WHAT THE EXERCISE ASKS:
Without any images, output the records below verbatim.

(Collected data)
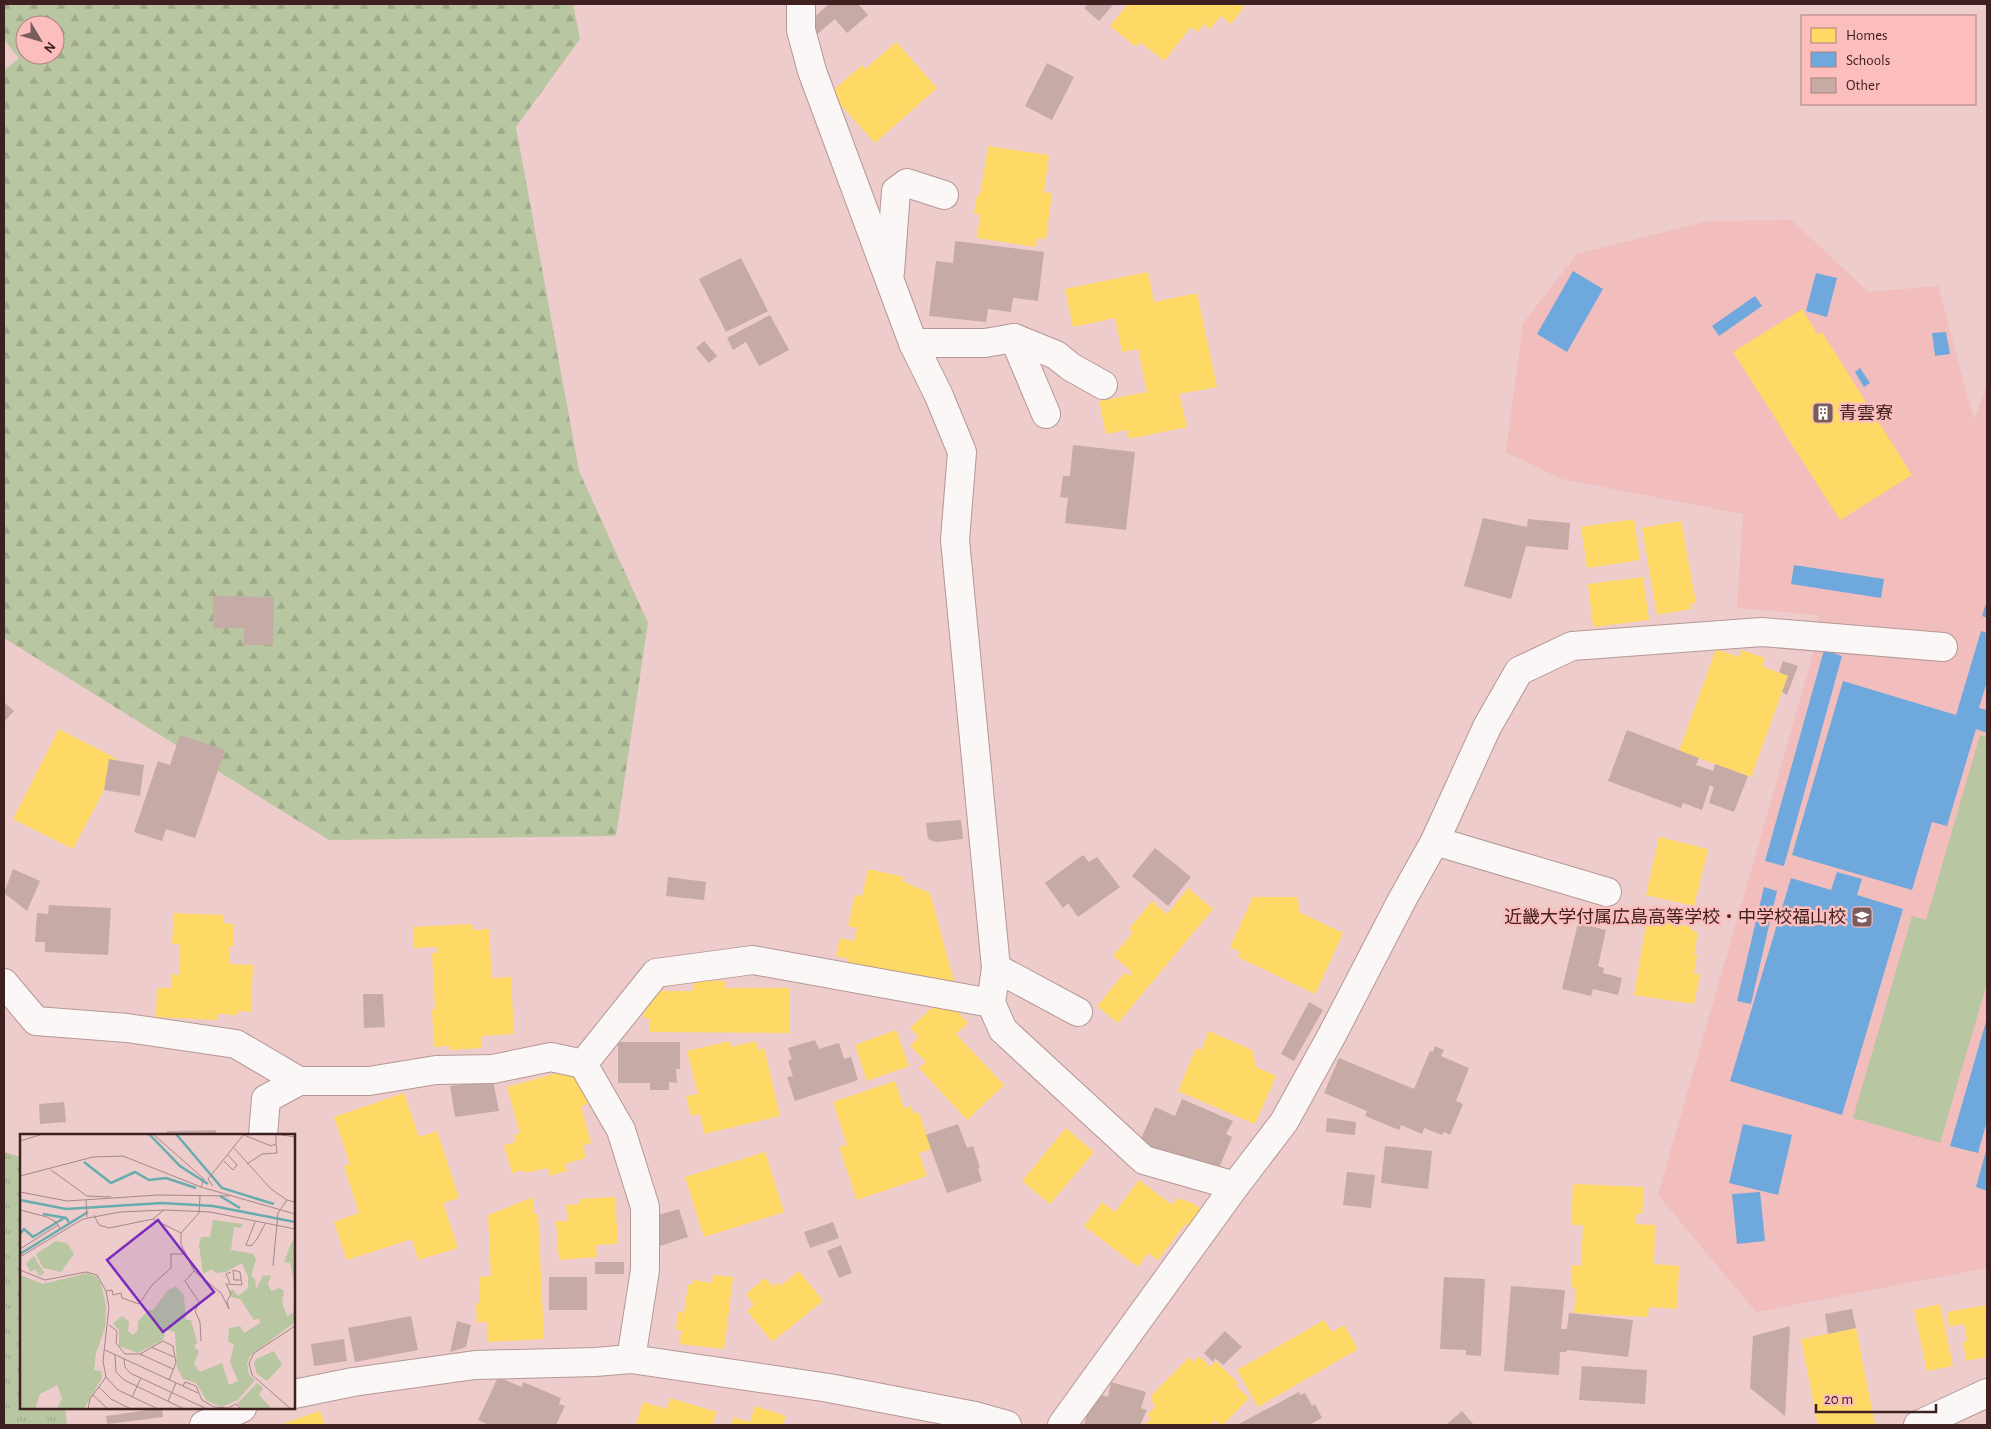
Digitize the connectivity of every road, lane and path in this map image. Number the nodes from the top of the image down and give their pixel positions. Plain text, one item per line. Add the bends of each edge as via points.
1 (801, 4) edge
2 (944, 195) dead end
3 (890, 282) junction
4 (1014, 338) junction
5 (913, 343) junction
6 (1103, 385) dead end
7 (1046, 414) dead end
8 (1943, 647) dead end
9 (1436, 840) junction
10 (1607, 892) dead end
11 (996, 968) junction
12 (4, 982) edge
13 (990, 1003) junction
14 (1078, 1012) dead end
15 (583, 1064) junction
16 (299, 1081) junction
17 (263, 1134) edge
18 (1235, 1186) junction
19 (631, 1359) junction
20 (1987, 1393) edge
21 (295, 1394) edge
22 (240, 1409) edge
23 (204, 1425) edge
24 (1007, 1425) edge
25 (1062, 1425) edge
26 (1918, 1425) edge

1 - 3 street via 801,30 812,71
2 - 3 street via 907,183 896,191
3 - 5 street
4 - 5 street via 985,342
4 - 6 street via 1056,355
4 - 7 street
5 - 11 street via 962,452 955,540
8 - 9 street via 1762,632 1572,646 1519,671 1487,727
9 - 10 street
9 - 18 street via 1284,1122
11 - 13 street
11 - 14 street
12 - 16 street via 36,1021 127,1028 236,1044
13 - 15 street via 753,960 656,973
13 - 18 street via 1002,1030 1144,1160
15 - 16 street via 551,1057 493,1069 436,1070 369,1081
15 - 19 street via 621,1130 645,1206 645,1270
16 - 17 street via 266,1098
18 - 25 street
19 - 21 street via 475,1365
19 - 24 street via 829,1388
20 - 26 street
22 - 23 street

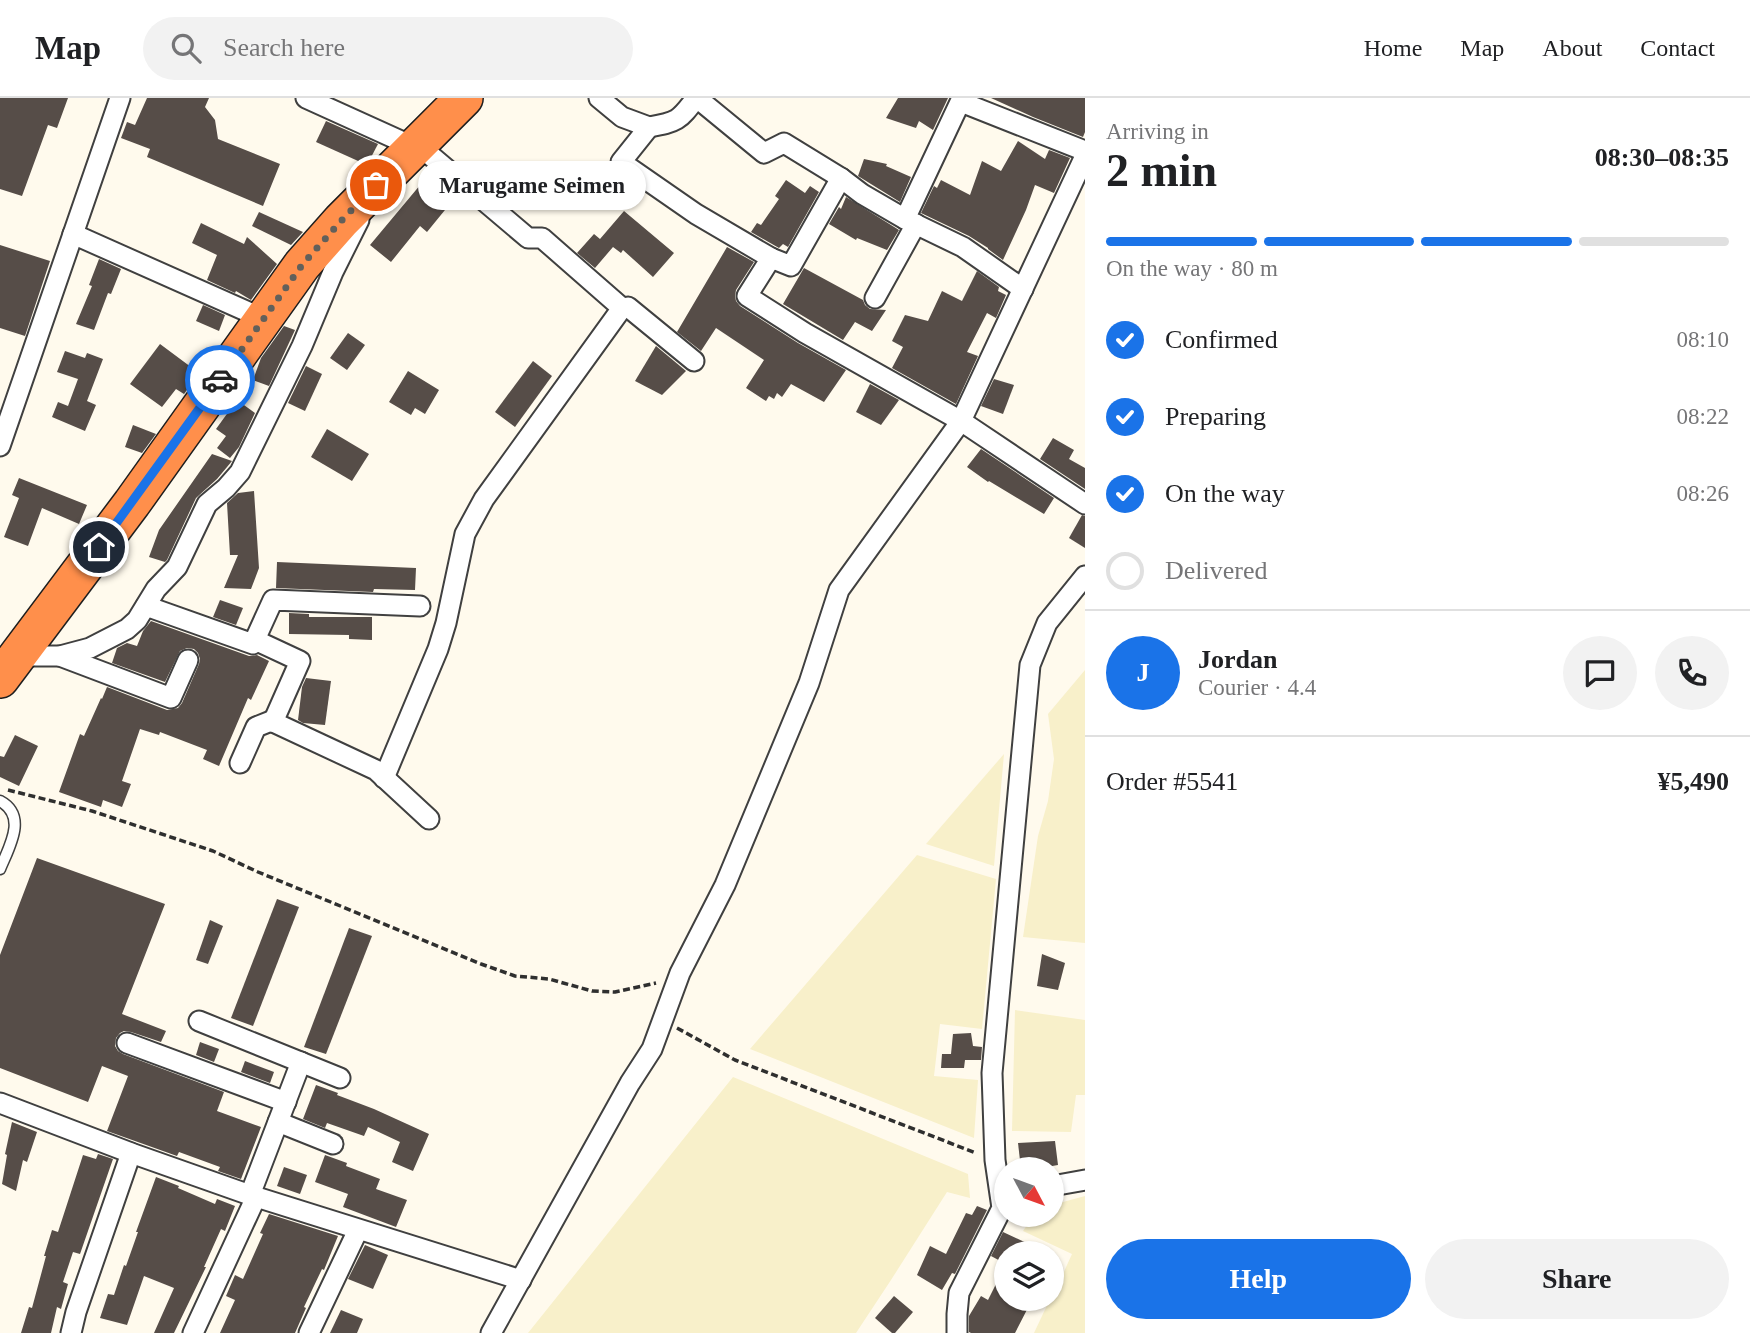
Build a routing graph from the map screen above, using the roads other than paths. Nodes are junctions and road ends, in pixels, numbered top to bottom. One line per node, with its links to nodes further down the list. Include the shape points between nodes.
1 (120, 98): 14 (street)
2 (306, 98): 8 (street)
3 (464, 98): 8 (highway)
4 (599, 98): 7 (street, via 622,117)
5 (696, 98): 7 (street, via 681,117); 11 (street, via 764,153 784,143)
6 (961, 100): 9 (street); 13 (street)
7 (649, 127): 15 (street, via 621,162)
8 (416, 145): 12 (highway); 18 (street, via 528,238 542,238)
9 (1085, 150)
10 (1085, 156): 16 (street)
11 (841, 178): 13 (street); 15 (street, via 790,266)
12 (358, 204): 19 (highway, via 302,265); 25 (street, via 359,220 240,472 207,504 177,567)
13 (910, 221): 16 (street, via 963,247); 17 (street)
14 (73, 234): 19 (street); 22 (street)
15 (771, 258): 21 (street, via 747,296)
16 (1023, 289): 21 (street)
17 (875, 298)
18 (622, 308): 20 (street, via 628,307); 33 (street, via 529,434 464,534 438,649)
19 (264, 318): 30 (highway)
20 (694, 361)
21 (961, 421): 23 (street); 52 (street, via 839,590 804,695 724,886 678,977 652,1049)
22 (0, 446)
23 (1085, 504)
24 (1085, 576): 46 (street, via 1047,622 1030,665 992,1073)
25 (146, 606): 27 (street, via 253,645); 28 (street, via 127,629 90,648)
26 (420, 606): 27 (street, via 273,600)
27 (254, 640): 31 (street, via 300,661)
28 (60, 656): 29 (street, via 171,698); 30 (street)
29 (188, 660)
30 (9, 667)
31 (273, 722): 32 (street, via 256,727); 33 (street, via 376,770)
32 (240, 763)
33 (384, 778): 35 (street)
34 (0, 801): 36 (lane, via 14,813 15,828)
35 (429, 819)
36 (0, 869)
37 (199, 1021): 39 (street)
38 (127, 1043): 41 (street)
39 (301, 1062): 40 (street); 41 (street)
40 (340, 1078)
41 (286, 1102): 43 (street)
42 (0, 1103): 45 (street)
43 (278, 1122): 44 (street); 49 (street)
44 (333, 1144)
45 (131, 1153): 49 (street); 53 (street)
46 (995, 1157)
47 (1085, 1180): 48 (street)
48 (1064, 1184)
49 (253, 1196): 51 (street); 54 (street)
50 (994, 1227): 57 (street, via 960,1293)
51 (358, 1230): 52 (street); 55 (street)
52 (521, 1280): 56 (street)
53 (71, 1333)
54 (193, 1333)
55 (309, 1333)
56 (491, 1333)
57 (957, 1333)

RESPONSE BELOW:
Digitize the connectivity of every road, lane and path in this map image. Number the nodes from the top of the image down and give their pixel positions. Plain text, one item per line. Add the bends of each edge as via points.
1 (801, 4) edge
2 (944, 195) dead end
3 (890, 282) junction
4 (1014, 338) junction
5 (913, 343) junction
6 (1103, 385) dead end
7 (1046, 414) dead end
8 (1943, 647) dead end
9 (1436, 840) junction
10 (1607, 892) dead end
11 (996, 968) junction
12 (4, 982) edge
13 (990, 1003) junction
14 (1078, 1012) dead end
15 (583, 1064) junction
16 (299, 1081) junction
17 (263, 1134) edge
18 (1235, 1186) junction
19 (631, 1359) junction
20 (1987, 1393) edge
21 (295, 1394) edge
22 (240, 1409) edge
23 (204, 1425) edge
24 (1007, 1425) edge
25 (1062, 1425) edge
26 (1918, 1425) edge

1 - 3 street via 801,30 812,71
2 - 3 street via 907,183 896,191
3 - 5 street
4 - 5 street via 985,342
4 - 6 street via 1056,355
4 - 7 street
5 - 11 street via 962,452 955,540
8 - 9 street via 1762,632 1572,646 1519,671 1487,727
9 - 10 street
9 - 18 street via 1284,1122
11 - 13 street
11 - 14 street
12 - 16 street via 36,1021 127,1028 236,1044
13 - 15 street via 753,960 656,973
13 - 18 street via 1002,1030 1144,1160
15 - 16 street via 551,1057 493,1069 436,1070 369,1081
15 - 19 street via 621,1130 645,1206 645,1270
16 - 17 street via 266,1098
18 - 25 street
19 - 21 street via 475,1365
19 - 24 street via 829,1388
20 - 26 street
22 - 23 street

Build a routing graph from the map screen above, using the roads other than paths. Nodes are junctions and road ends, in pixels, numbered top to bottom. One line per node, with its links to nodes further down the list. Include the shape points between nodes.
1 (120, 98): 14 (street)
2 (306, 98): 8 (street)
3 (464, 98): 8 (highway)
4 (599, 98): 7 (street, via 622,117)
5 (696, 98): 7 (street, via 681,117); 11 (street, via 764,153 784,143)
6 (961, 100): 9 (street); 13 (street)
7 (649, 127): 15 (street, via 621,162)
8 (416, 145): 12 (highway); 18 (street, via 528,238 542,238)
9 (1085, 150)
10 (1085, 156): 16 (street)
11 (841, 178): 13 (street); 15 (street, via 790,266)
12 (358, 204): 19 (highway, via 302,265); 25 (street, via 359,220 240,472 207,504 177,567)
13 (910, 221): 16 (street, via 963,247); 17 (street)
14 (73, 234): 19 (street); 22 (street)
15 (771, 258): 21 (street, via 747,296)
16 (1023, 289): 21 (street)
17 (875, 298)
18 (622, 308): 20 (street, via 628,307); 33 (street, via 529,434 464,534 438,649)
19 (264, 318): 30 (highway)
20 (694, 361)
21 (961, 421): 23 (street); 52 (street, via 839,590 804,695 724,886 678,977 652,1049)
22 (0, 446)
23 (1085, 504)
24 (1085, 576): 46 (street, via 1047,622 1030,665 992,1073)
25 (146, 606): 27 (street, via 253,645); 28 (street, via 127,629 90,648)
26 (420, 606): 27 (street, via 273,600)
27 (254, 640): 31 (street, via 300,661)
28 (60, 656): 29 (street, via 171,698); 30 (street)
29 (188, 660)
30 (9, 667)
31 (273, 722): 32 (street, via 256,727); 33 (street, via 376,770)
32 (240, 763)
33 (384, 778): 35 (street)
34 (0, 801): 36 (lane, via 14,813 15,828)
35 (429, 819)
36 (0, 869)
37 (199, 1021): 39 (street)
38 (127, 1043): 41 (street)
39 (301, 1062): 40 (street); 41 (street)
40 (340, 1078)
41 (286, 1102): 43 (street)
42 (0, 1103): 45 (street)
43 (278, 1122): 44 (street); 49 (street)
44 (333, 1144)
45 (131, 1153): 49 (street); 53 (street)
46 (995, 1157)
47 (1085, 1180): 48 (street)
48 (1064, 1184)
49 (253, 1196): 51 (street); 54 (street)
50 (994, 1227): 57 (street, via 960,1293)
51 (358, 1230): 52 (street); 55 (street)
52 (521, 1280): 56 (street)
53 (71, 1333)
54 (193, 1333)
55 (309, 1333)
56 (491, 1333)
57 (957, 1333)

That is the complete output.